### Work item
Give back each line of the data exactly as it reads, minus the pictures.

### Input records
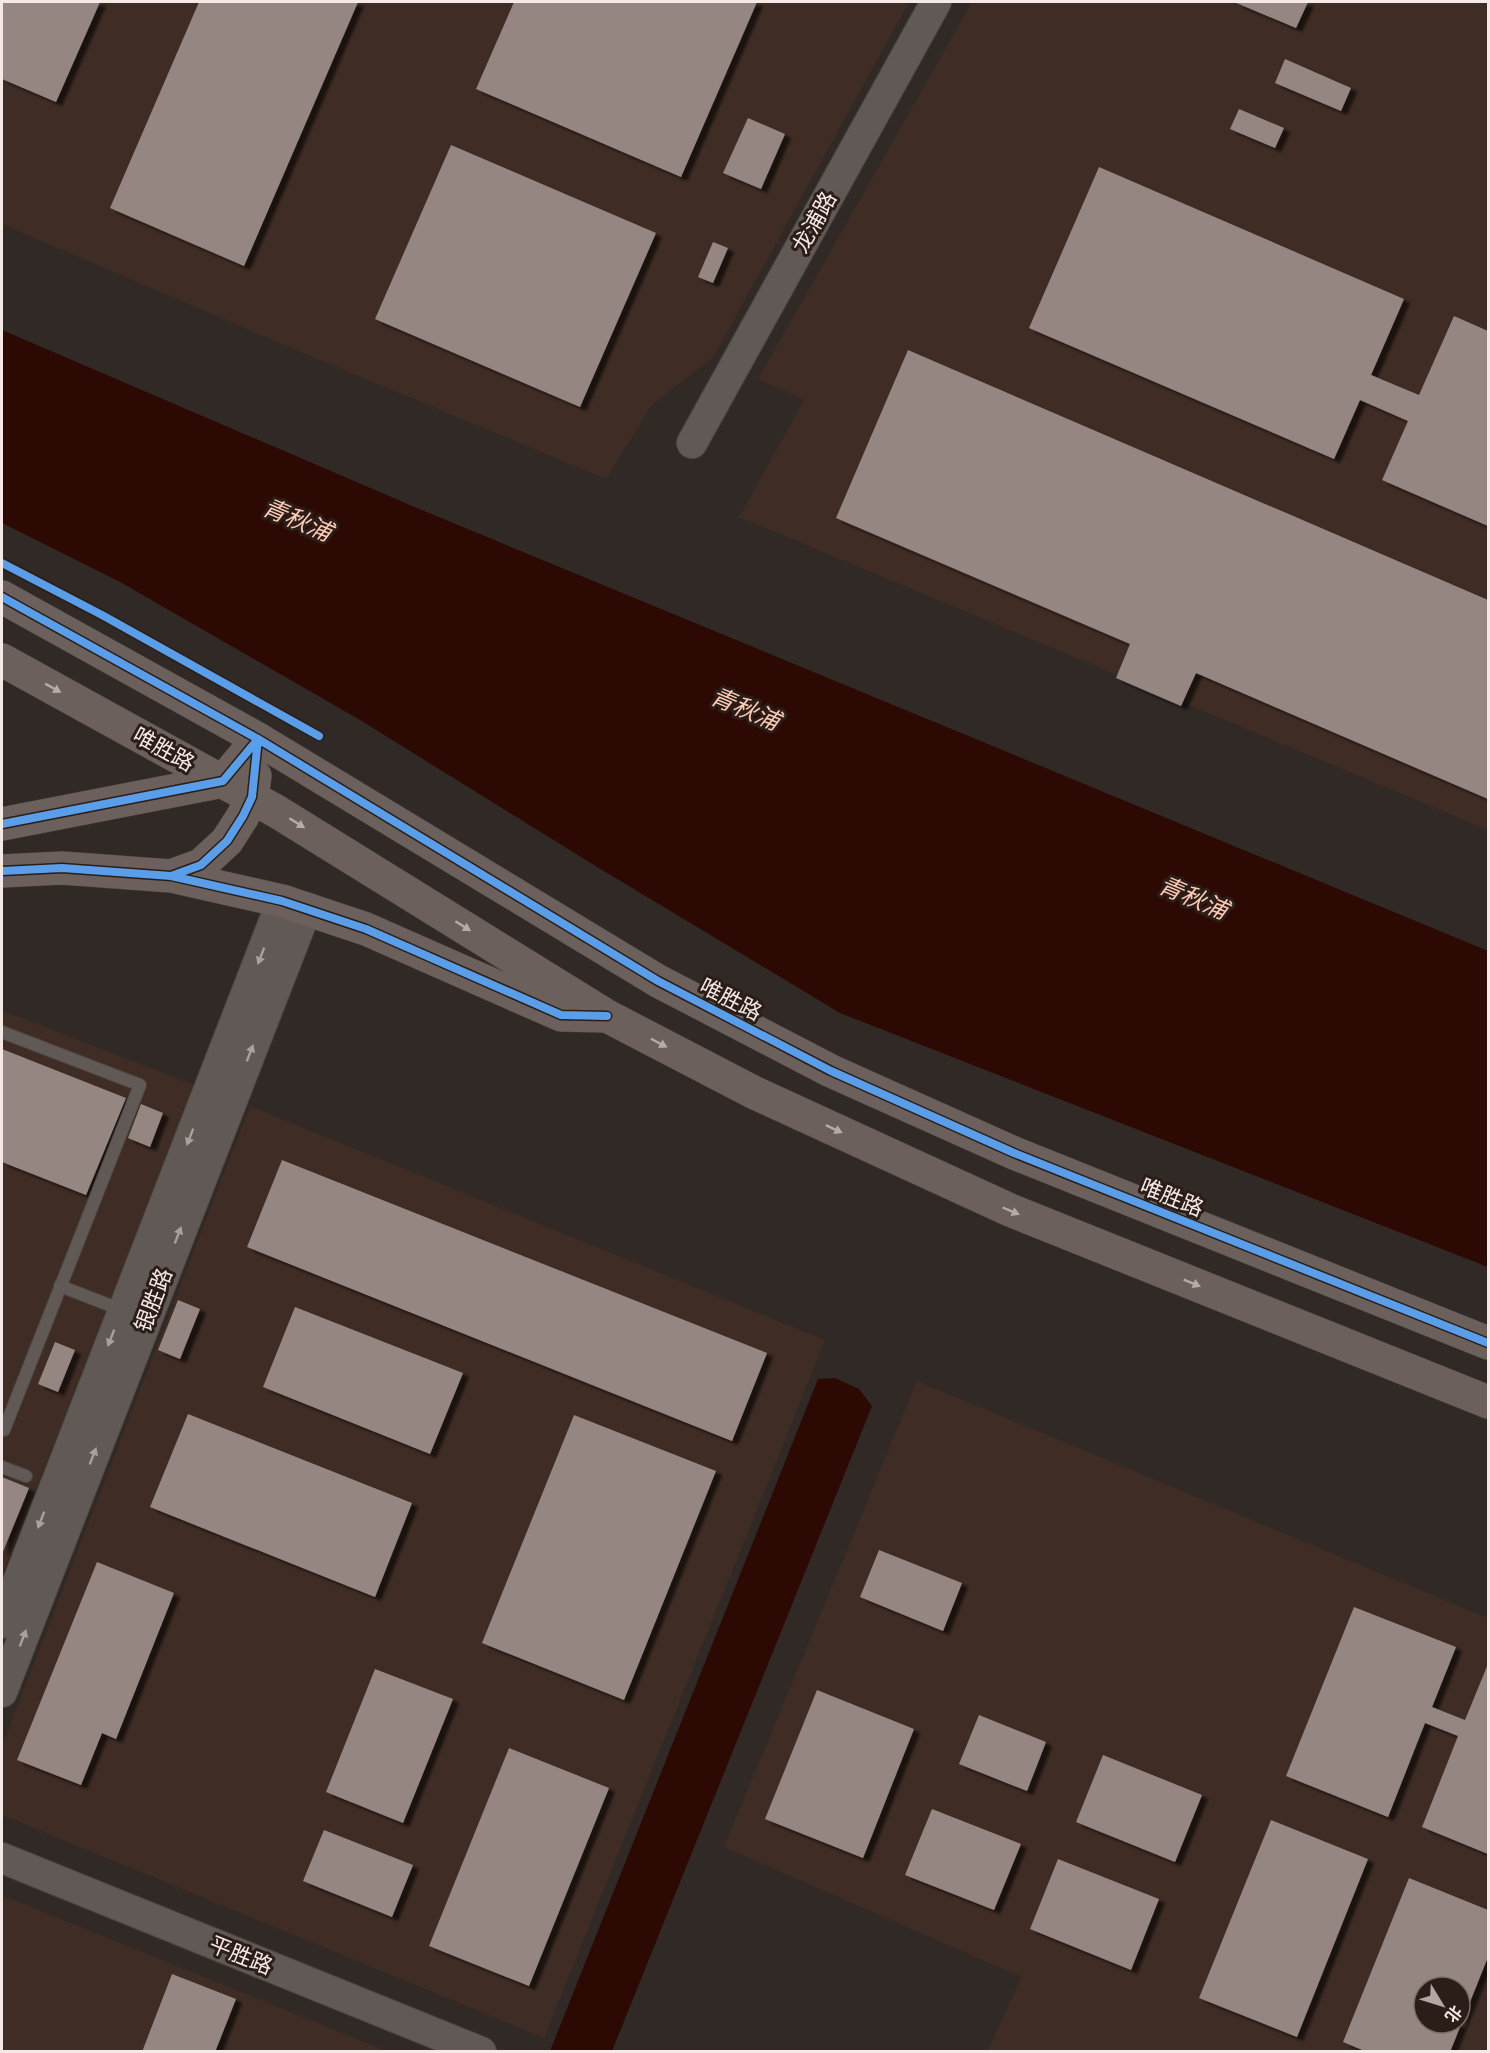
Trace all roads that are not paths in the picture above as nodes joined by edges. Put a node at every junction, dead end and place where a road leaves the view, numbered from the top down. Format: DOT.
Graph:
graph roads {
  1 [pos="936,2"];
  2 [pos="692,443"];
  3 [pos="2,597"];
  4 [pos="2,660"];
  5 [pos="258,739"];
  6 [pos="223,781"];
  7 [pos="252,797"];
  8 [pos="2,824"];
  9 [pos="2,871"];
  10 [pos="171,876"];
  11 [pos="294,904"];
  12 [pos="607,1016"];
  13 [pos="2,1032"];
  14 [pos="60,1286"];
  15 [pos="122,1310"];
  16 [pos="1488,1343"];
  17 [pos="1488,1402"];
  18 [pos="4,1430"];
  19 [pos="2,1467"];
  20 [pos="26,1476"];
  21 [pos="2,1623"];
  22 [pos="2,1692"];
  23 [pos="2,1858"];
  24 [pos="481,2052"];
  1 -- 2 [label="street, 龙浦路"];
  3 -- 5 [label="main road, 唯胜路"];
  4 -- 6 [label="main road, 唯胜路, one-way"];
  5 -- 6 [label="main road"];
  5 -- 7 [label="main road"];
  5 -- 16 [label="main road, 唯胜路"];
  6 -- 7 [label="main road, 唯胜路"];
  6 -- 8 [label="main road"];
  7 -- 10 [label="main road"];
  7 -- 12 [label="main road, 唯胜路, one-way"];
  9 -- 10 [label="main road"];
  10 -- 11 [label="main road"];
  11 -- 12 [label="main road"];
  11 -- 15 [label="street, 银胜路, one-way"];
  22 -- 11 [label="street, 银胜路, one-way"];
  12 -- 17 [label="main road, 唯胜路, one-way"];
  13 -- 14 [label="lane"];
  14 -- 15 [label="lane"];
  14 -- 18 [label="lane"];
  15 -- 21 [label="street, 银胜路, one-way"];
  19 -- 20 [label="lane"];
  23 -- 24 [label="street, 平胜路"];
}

### Solution
Trace all roads that are not paths in the picture above as nodes joined by edges. Put a node at every junction, dead end and place where a road leaves the view, numbered from the top down. Format: DOT.
Graph:
graph roads {
  1 [pos="936,2"];
  2 [pos="692,443"];
  3 [pos="2,597"];
  4 [pos="2,660"];
  5 [pos="258,739"];
  6 [pos="223,781"];
  7 [pos="252,797"];
  8 [pos="2,824"];
  9 [pos="2,871"];
  10 [pos="171,876"];
  11 [pos="294,904"];
  12 [pos="607,1016"];
  13 [pos="2,1032"];
  14 [pos="60,1286"];
  15 [pos="122,1310"];
  16 [pos="1488,1343"];
  17 [pos="1488,1402"];
  18 [pos="4,1430"];
  19 [pos="2,1467"];
  20 [pos="26,1476"];
  21 [pos="2,1623"];
  22 [pos="2,1692"];
  23 [pos="2,1858"];
  24 [pos="481,2052"];
  1 -- 2 [label="street, 龙浦路"];
  3 -- 5 [label="main road, 唯胜路"];
  4 -- 6 [label="main road, 唯胜路, one-way"];
  5 -- 6 [label="main road"];
  5 -- 7 [label="main road"];
  5 -- 16 [label="main road, 唯胜路"];
  6 -- 7 [label="main road, 唯胜路"];
  6 -- 8 [label="main road"];
  7 -- 10 [label="main road"];
  7 -- 12 [label="main road, 唯胜路, one-way"];
  9 -- 10 [label="main road"];
  10 -- 11 [label="main road"];
  11 -- 12 [label="main road"];
  11 -- 15 [label="street, 银胜路, one-way"];
  22 -- 11 [label="street, 银胜路, one-way"];
  12 -- 17 [label="main road, 唯胜路, one-way"];
  13 -- 14 [label="lane"];
  14 -- 15 [label="lane"];
  14 -- 18 [label="lane"];
  15 -- 21 [label="street, 银胜路, one-way"];
  19 -- 20 [label="lane"];
  23 -- 24 [label="street, 平胜路"];
}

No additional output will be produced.